— Excerpted data —
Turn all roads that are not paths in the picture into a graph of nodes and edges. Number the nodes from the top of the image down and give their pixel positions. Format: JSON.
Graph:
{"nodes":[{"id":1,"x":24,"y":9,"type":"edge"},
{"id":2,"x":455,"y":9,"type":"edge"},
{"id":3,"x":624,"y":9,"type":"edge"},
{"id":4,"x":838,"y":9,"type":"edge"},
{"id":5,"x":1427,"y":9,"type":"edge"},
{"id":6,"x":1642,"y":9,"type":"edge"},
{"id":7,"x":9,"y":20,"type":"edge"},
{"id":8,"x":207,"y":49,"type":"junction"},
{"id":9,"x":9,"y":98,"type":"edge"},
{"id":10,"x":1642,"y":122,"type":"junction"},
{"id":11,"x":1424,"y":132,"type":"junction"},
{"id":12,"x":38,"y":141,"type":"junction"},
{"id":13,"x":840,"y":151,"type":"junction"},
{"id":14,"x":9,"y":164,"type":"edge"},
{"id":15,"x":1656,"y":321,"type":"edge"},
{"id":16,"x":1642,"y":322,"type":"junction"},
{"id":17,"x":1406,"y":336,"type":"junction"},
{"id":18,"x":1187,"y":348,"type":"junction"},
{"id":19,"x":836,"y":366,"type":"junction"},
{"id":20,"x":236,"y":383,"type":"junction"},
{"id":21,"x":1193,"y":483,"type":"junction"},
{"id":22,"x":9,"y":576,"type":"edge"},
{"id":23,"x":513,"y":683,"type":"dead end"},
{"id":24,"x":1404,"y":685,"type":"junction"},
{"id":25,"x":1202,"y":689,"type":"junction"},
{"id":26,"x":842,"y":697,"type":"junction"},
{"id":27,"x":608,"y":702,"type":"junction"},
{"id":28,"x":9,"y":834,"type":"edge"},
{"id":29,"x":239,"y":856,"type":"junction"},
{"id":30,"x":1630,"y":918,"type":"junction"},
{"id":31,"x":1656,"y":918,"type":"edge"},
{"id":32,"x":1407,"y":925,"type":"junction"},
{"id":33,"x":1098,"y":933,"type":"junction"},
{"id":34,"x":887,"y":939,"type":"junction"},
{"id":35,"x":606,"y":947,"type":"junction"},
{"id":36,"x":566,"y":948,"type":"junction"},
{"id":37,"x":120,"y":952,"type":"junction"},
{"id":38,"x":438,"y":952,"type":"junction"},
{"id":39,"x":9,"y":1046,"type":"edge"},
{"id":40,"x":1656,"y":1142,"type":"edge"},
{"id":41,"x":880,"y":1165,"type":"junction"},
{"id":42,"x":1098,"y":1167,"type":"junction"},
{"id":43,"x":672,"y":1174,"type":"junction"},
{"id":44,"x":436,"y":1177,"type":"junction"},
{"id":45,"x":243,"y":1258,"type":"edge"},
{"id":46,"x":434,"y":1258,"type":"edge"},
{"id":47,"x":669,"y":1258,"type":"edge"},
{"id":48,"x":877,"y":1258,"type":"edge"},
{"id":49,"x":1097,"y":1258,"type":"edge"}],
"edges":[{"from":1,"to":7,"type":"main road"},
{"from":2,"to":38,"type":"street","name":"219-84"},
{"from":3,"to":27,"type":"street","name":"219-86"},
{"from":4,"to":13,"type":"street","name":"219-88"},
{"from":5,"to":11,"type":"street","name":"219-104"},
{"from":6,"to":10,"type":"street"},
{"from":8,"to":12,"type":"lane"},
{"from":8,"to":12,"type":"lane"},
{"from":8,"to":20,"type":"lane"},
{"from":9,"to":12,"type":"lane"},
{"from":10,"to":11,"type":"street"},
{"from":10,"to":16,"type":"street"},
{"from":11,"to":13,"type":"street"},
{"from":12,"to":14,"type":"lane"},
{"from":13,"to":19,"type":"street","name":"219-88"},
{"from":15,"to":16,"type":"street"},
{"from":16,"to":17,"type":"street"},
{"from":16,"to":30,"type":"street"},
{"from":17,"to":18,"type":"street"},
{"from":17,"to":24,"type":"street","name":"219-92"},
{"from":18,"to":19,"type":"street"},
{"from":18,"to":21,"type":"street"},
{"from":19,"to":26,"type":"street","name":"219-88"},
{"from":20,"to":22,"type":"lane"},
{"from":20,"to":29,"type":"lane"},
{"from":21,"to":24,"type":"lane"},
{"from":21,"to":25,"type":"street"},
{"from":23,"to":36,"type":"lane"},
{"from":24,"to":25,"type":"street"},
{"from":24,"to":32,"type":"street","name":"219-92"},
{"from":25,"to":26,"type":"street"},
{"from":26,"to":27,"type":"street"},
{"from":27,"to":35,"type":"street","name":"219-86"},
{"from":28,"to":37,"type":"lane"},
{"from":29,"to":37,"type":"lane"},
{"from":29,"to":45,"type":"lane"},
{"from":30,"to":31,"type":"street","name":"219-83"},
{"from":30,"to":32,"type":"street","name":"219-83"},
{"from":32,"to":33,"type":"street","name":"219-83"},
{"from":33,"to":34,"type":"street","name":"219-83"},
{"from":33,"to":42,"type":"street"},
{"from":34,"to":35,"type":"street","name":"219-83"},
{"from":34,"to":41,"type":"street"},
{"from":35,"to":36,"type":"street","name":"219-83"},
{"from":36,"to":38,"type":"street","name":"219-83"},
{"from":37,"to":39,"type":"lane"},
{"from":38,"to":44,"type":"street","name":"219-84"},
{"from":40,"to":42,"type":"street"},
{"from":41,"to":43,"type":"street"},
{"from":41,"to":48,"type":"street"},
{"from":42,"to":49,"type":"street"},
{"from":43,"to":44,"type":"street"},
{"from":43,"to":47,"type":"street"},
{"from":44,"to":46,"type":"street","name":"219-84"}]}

— Instructions to follow —
Please output each record exactly as it appears above.

— Solution below —
Turn all roads that are not paths in the picture into a graph of nodes and edges. Number the nodes from the top of the image down and give their pixel positions. Format: JSON.
Graph:
{"nodes":[{"id":1,"x":24,"y":9,"type":"edge"},
{"id":2,"x":455,"y":9,"type":"edge"},
{"id":3,"x":624,"y":9,"type":"edge"},
{"id":4,"x":838,"y":9,"type":"edge"},
{"id":5,"x":1427,"y":9,"type":"edge"},
{"id":6,"x":1642,"y":9,"type":"edge"},
{"id":7,"x":9,"y":20,"type":"edge"},
{"id":8,"x":207,"y":49,"type":"junction"},
{"id":9,"x":9,"y":98,"type":"edge"},
{"id":10,"x":1642,"y":122,"type":"junction"},
{"id":11,"x":1424,"y":132,"type":"junction"},
{"id":12,"x":38,"y":141,"type":"junction"},
{"id":13,"x":840,"y":151,"type":"junction"},
{"id":14,"x":9,"y":164,"type":"edge"},
{"id":15,"x":1656,"y":321,"type":"edge"},
{"id":16,"x":1642,"y":322,"type":"junction"},
{"id":17,"x":1406,"y":336,"type":"junction"},
{"id":18,"x":1187,"y":348,"type":"junction"},
{"id":19,"x":836,"y":366,"type":"junction"},
{"id":20,"x":236,"y":383,"type":"junction"},
{"id":21,"x":1193,"y":483,"type":"junction"},
{"id":22,"x":9,"y":576,"type":"edge"},
{"id":23,"x":513,"y":683,"type":"dead end"},
{"id":24,"x":1404,"y":685,"type":"junction"},
{"id":25,"x":1202,"y":689,"type":"junction"},
{"id":26,"x":842,"y":697,"type":"junction"},
{"id":27,"x":608,"y":702,"type":"junction"},
{"id":28,"x":9,"y":834,"type":"edge"},
{"id":29,"x":239,"y":856,"type":"junction"},
{"id":30,"x":1630,"y":918,"type":"junction"},
{"id":31,"x":1656,"y":918,"type":"edge"},
{"id":32,"x":1407,"y":925,"type":"junction"},
{"id":33,"x":1098,"y":933,"type":"junction"},
{"id":34,"x":887,"y":939,"type":"junction"},
{"id":35,"x":606,"y":947,"type":"junction"},
{"id":36,"x":566,"y":948,"type":"junction"},
{"id":37,"x":120,"y":952,"type":"junction"},
{"id":38,"x":438,"y":952,"type":"junction"},
{"id":39,"x":9,"y":1046,"type":"edge"},
{"id":40,"x":1656,"y":1142,"type":"edge"},
{"id":41,"x":880,"y":1165,"type":"junction"},
{"id":42,"x":1098,"y":1167,"type":"junction"},
{"id":43,"x":672,"y":1174,"type":"junction"},
{"id":44,"x":436,"y":1177,"type":"junction"},
{"id":45,"x":243,"y":1258,"type":"edge"},
{"id":46,"x":434,"y":1258,"type":"edge"},
{"id":47,"x":669,"y":1258,"type":"edge"},
{"id":48,"x":877,"y":1258,"type":"edge"},
{"id":49,"x":1097,"y":1258,"type":"edge"}],
"edges":[{"from":1,"to":7,"type":"main road"},
{"from":2,"to":38,"type":"street","name":"219-84"},
{"from":3,"to":27,"type":"street","name":"219-86"},
{"from":4,"to":13,"type":"street","name":"219-88"},
{"from":5,"to":11,"type":"street","name":"219-104"},
{"from":6,"to":10,"type":"street"},
{"from":8,"to":12,"type":"lane"},
{"from":8,"to":12,"type":"lane"},
{"from":8,"to":20,"type":"lane"},
{"from":9,"to":12,"type":"lane"},
{"from":10,"to":11,"type":"street"},
{"from":10,"to":16,"type":"street"},
{"from":11,"to":13,"type":"street"},
{"from":12,"to":14,"type":"lane"},
{"from":13,"to":19,"type":"street","name":"219-88"},
{"from":15,"to":16,"type":"street"},
{"from":16,"to":17,"type":"street"},
{"from":16,"to":30,"type":"street"},
{"from":17,"to":18,"type":"street"},
{"from":17,"to":24,"type":"street","name":"219-92"},
{"from":18,"to":19,"type":"street"},
{"from":18,"to":21,"type":"street"},
{"from":19,"to":26,"type":"street","name":"219-88"},
{"from":20,"to":22,"type":"lane"},
{"from":20,"to":29,"type":"lane"},
{"from":21,"to":24,"type":"lane"},
{"from":21,"to":25,"type":"street"},
{"from":23,"to":36,"type":"lane"},
{"from":24,"to":25,"type":"street"},
{"from":24,"to":32,"type":"street","name":"219-92"},
{"from":25,"to":26,"type":"street"},
{"from":26,"to":27,"type":"street"},
{"from":27,"to":35,"type":"street","name":"219-86"},
{"from":28,"to":37,"type":"lane"},
{"from":29,"to":37,"type":"lane"},
{"from":29,"to":45,"type":"lane"},
{"from":30,"to":31,"type":"street","name":"219-83"},
{"from":30,"to":32,"type":"street","name":"219-83"},
{"from":32,"to":33,"type":"street","name":"219-83"},
{"from":33,"to":34,"type":"street","name":"219-83"},
{"from":33,"to":42,"type":"street"},
{"from":34,"to":35,"type":"street","name":"219-83"},
{"from":34,"to":41,"type":"street"},
{"from":35,"to":36,"type":"street","name":"219-83"},
{"from":36,"to":38,"type":"street","name":"219-83"},
{"from":37,"to":39,"type":"lane"},
{"from":38,"to":44,"type":"street","name":"219-84"},
{"from":40,"to":42,"type":"street"},
{"from":41,"to":43,"type":"street"},
{"from":41,"to":48,"type":"street"},
{"from":42,"to":49,"type":"street"},
{"from":43,"to":44,"type":"street"},
{"from":43,"to":47,"type":"street"},
{"from":44,"to":46,"type":"street","name":"219-84"}]}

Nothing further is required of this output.